Delta Air Lines came in second place in its category in a closely-watched J.D. Power ranking of airlines.
Atlanta-based Delta improved its performance in all categories including cost and fees, in-flight services, boarding/deplaning/baggage, flight crew, aircraft, check-in and reservation, scoring 725 on a 1,000 point scale.
Across the airline industry, lower fares are improving customer satisfaction, but passengers are also “more tolerant” of fees, such as fees for checked baggage or extra legroom, according to J.D. Power.
Alaska Airlines, in first place among traditional carriers for nine years in a row, got a score of 751.
But in the low-cost carrier category, JetBlue and Southwest Airlines both scored higher than Alaska and Delta.
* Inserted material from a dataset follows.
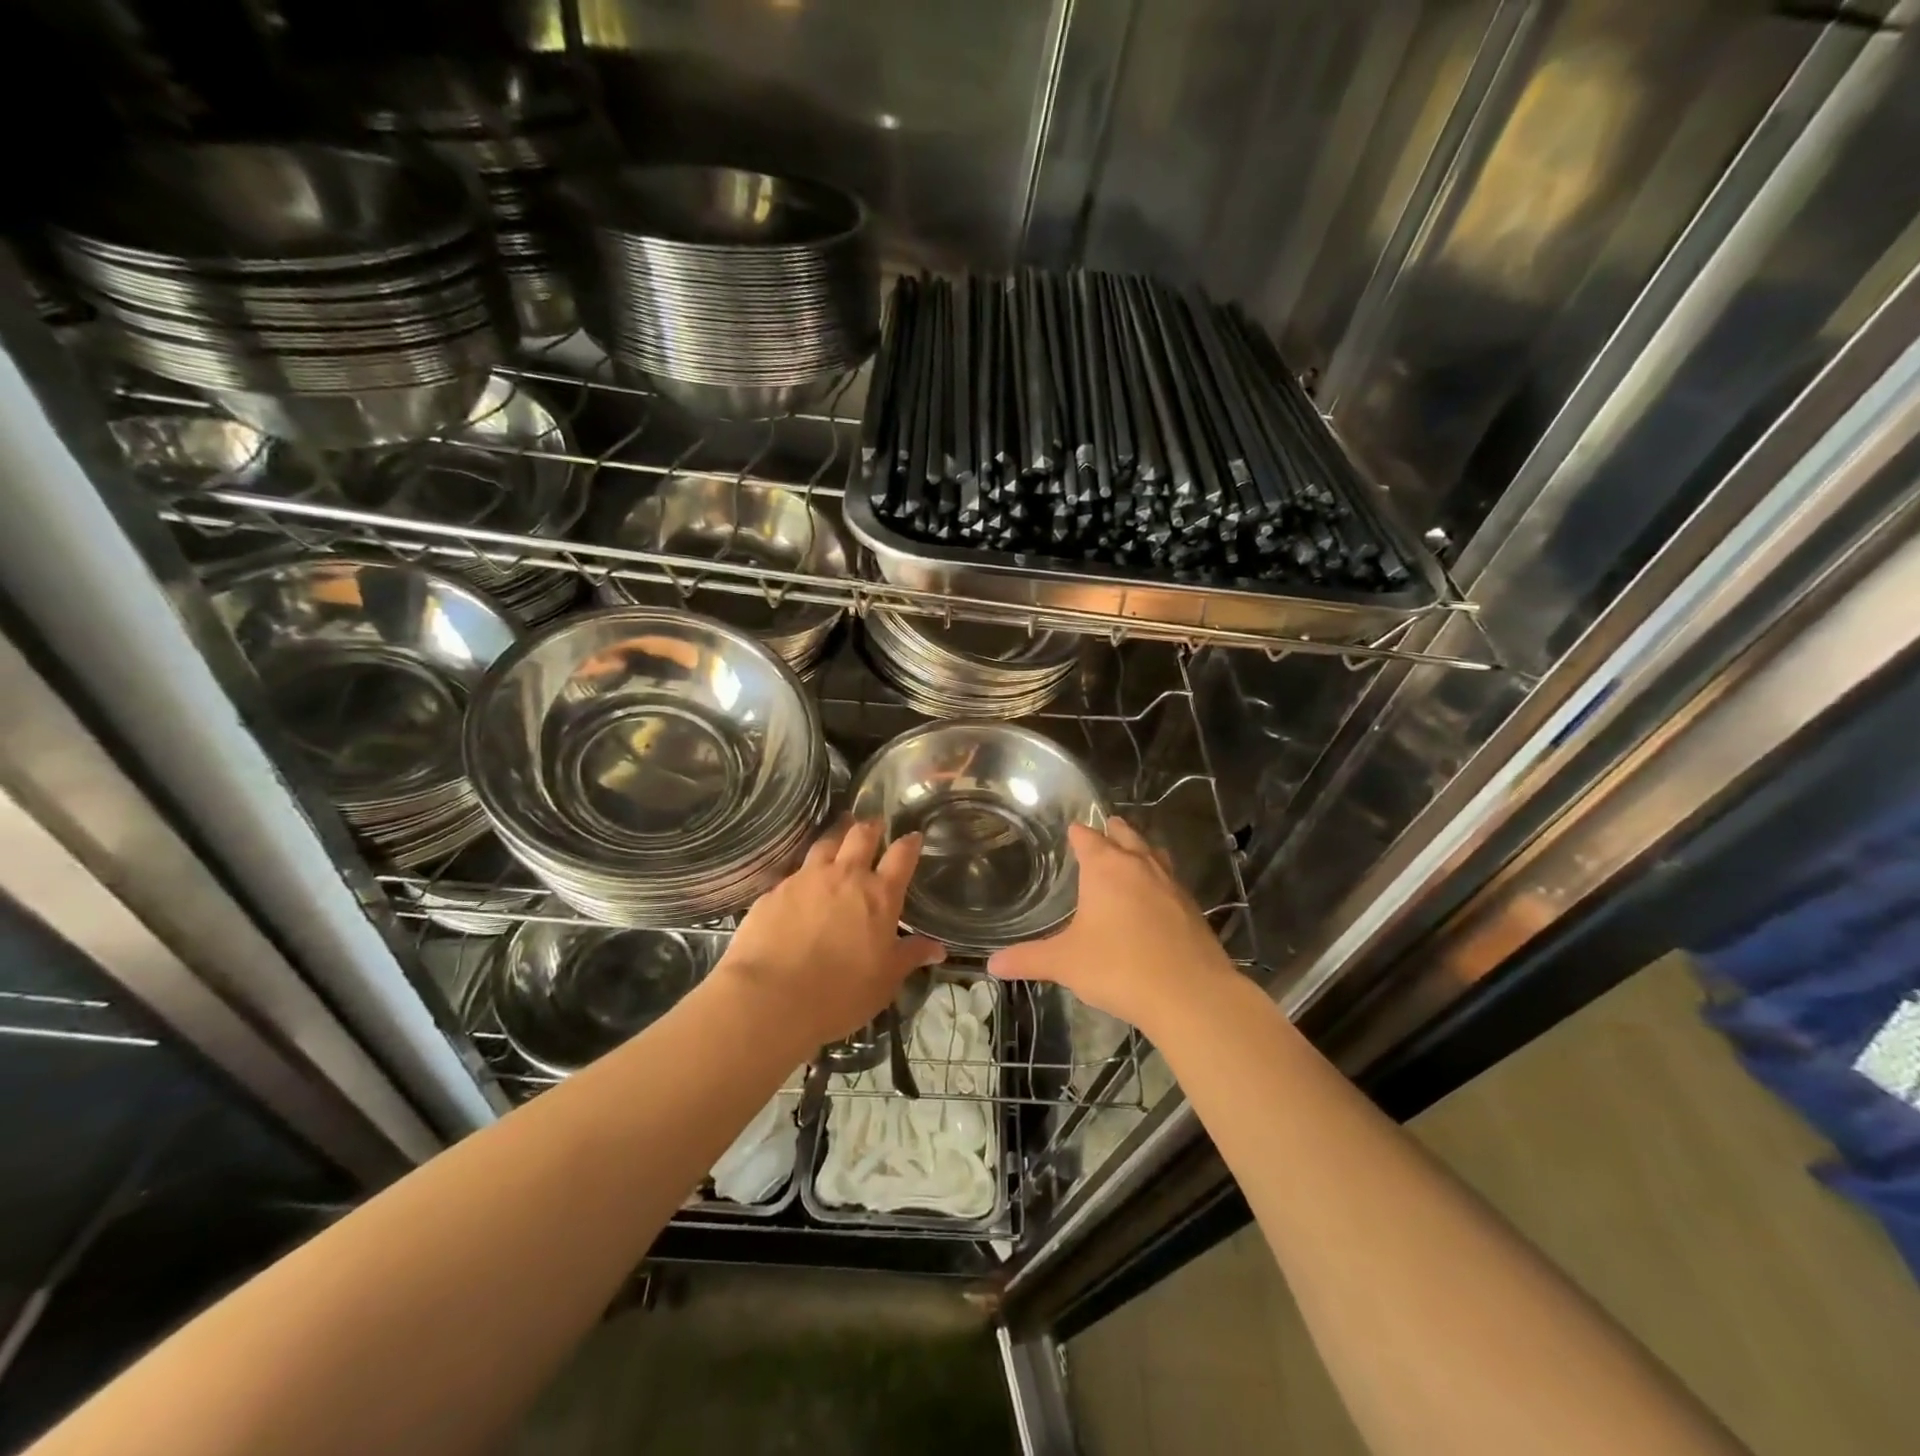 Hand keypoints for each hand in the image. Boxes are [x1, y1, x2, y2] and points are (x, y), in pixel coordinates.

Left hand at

Dallas-based Southwest, the second largest carrier in Atlanta, scored a 789 in the J.D. Power 2016 North American Airline Satisfaction Study.
JetBlue, the highest-scoring of all of the carriers ranked in J.D. Power’s study with a 790, does not fly to Atlanta.
Ultra low-cost carrier Frontier Airlines ranked lowest in the study with a score 662.
Delta has for years made it one of its company goals to win first place in its category in the J.D. Power ranking.
Overall, airlines have improved their customer service, according to J.D. Power
“While the perception of the airline experience still has a lot of room for improvement, there is notable progress in terms of satisfaction among the highest-ranked airlines in the study due to their keen focus on meeting or exceeding the needs of their passengers,” said J.D. Power global travel and hospitality practice lead Rick Garlick in a written statement.